Coupled atmosphere-ocean data assimilation experiments with a low-order climate model

Decadal climate prediction has emerged as an important yet challenging component of the seamless weather-climate prediction paradigm. Two important challenges to improving predictions on intra-annual and longer timescales are: (1) obtaining accurate joint representations of atmospheric and oceanic states, including errors, over a wide range of time scales; and (2) dealing with relatively sparse oceanic observations, particularly prior to the late 20th century, in producing initial conditions for historical forecasts that may be verified. We propose that developing this ability to verify historical forecasts is a key aspect supporting the development of improved initialization strategies.
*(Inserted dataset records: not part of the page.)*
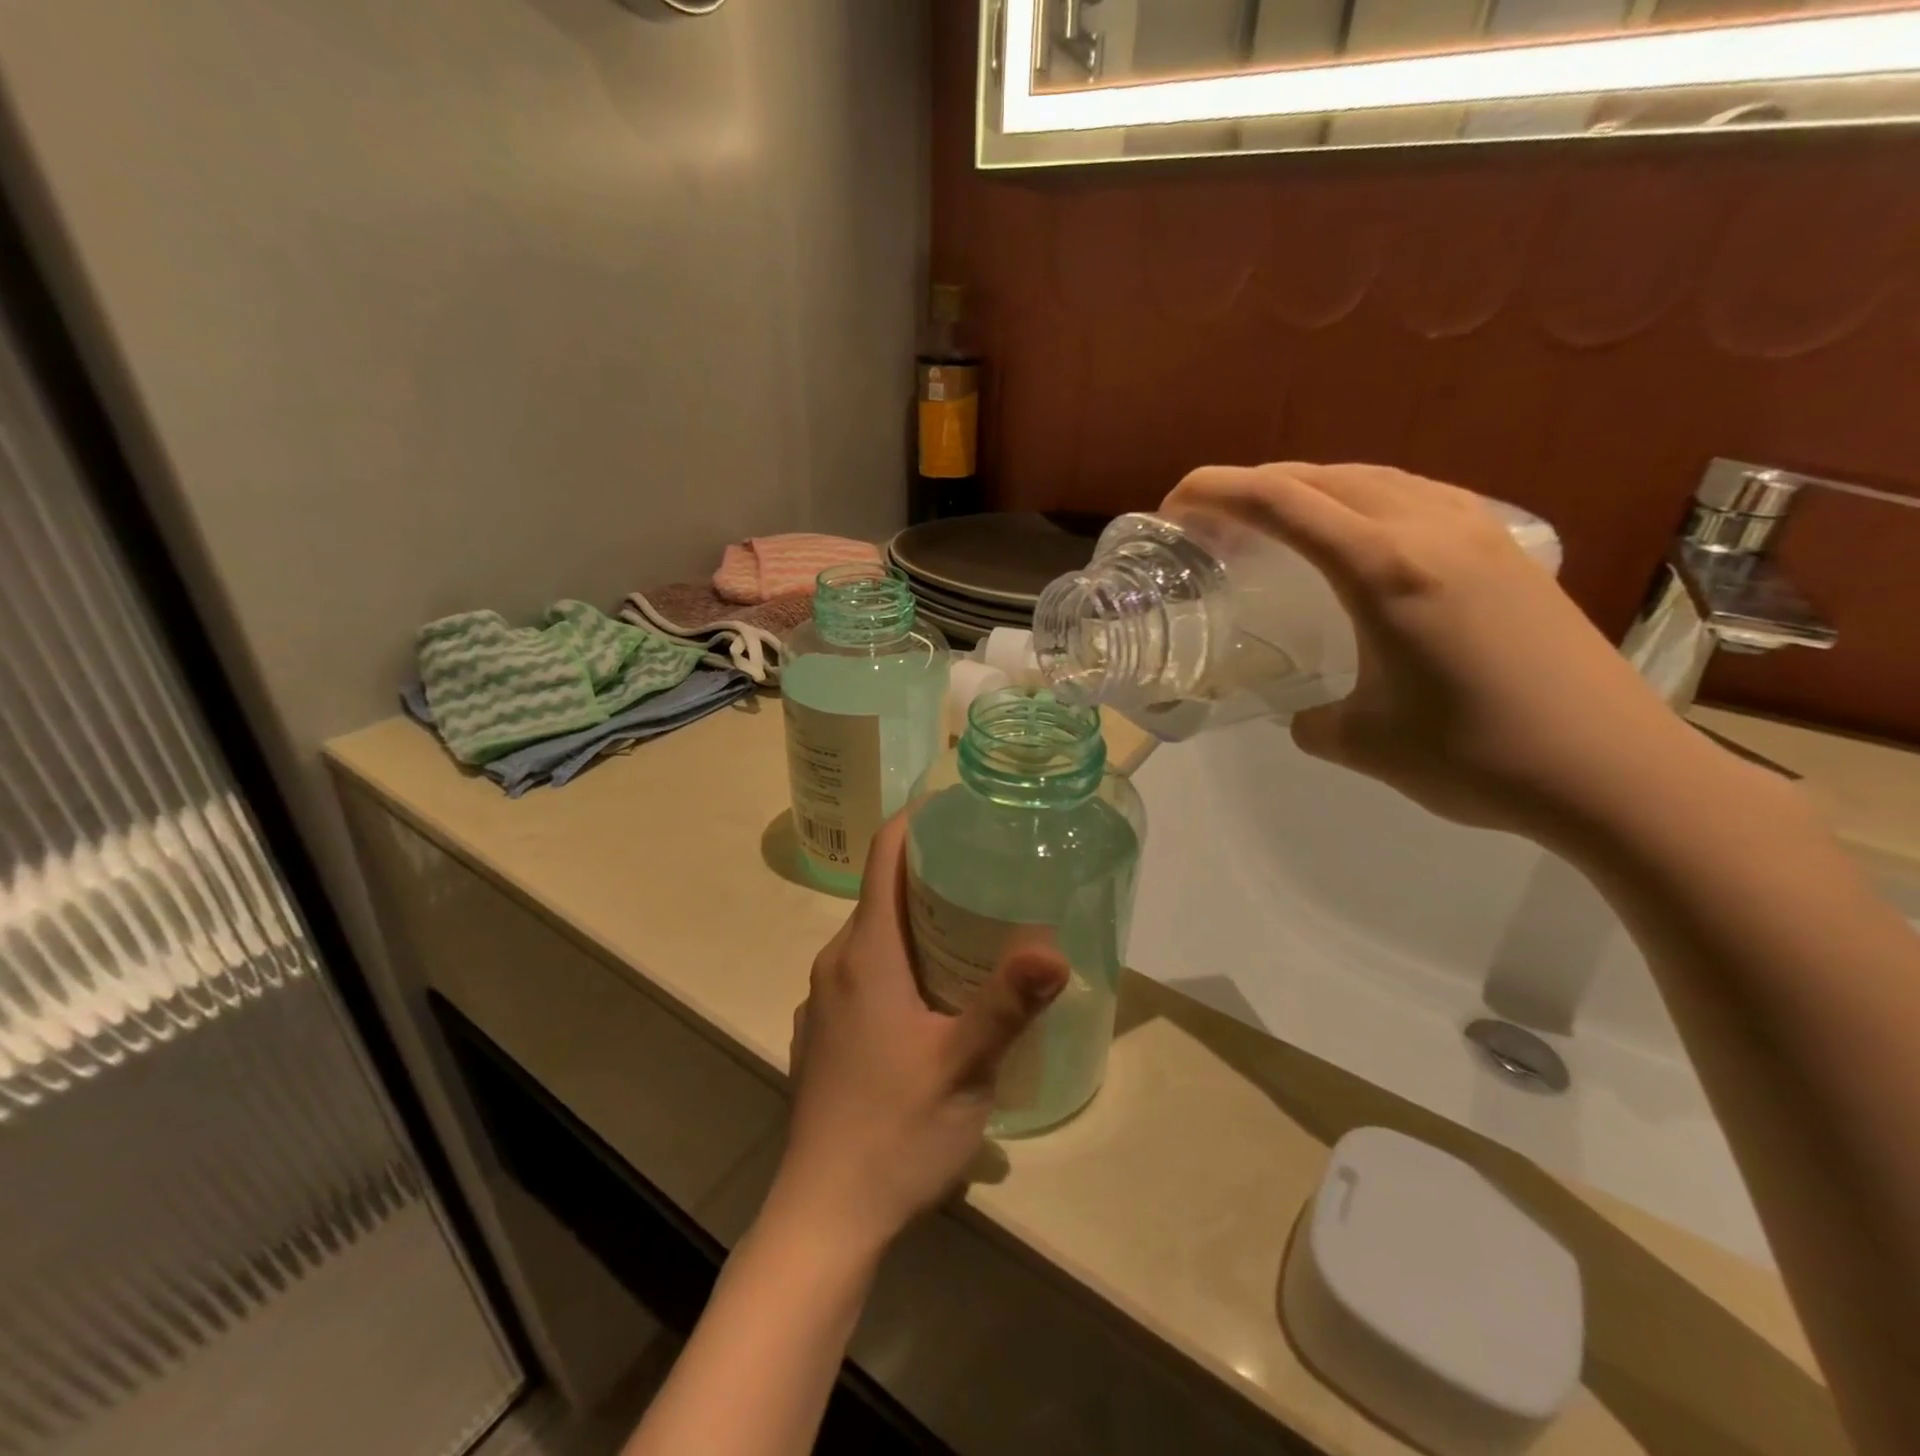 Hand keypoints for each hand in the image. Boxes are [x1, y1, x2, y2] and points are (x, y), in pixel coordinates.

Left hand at [768, 814, 1069, 1257]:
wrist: (824, 1217)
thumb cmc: (895, 1133)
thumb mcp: (965, 1067)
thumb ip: (1007, 1004)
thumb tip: (1054, 949)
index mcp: (864, 955)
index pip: (883, 856)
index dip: (917, 821)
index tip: (961, 810)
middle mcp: (836, 964)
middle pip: (882, 894)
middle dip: (931, 874)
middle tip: (991, 871)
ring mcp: (825, 1000)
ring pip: (874, 937)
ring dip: (918, 922)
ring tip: (975, 927)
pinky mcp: (825, 1033)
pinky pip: (865, 972)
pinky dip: (901, 960)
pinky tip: (937, 994)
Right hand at [1163, 462, 1707, 841]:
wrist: (1615, 772)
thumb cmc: (1476, 757)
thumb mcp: (1361, 743)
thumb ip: (1311, 719)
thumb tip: (1305, 713)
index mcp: (1385, 569)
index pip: (1282, 501)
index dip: (1216, 491)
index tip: (1173, 506)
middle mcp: (1430, 530)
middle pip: (1323, 475)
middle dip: (1255, 484)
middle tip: (1212, 519)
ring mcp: (1478, 532)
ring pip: (1375, 478)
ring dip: (1312, 488)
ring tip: (1275, 522)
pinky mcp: (1508, 550)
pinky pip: (1417, 497)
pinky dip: (1365, 501)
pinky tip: (1359, 537)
In order to explore the utility of different strategies for coupled ensemble data assimilation over long periods of time, we use a simplified, idealized, climate model. Specifically, fundamental issues are explored using an ensemble data assimilation framework with a modified version of the model described in Roebber (1995). The model simulates the behavior of the North Atlantic climate system, involving interactions between large-scale atmospheric circulation and ocean states driven by the variability of the meridional overturning circulation (MOC). A wide range of exploratory experiments are performed to determine the importance of joint assimilation of atmosphere and ocean observations, and to assess the extent to which the deep ocean can be initialized given only atmospheric observations. Results are discussed in light of guidance they provide toward the development of next-generation decadal climate prediction systems, and verification of forecasts from these systems.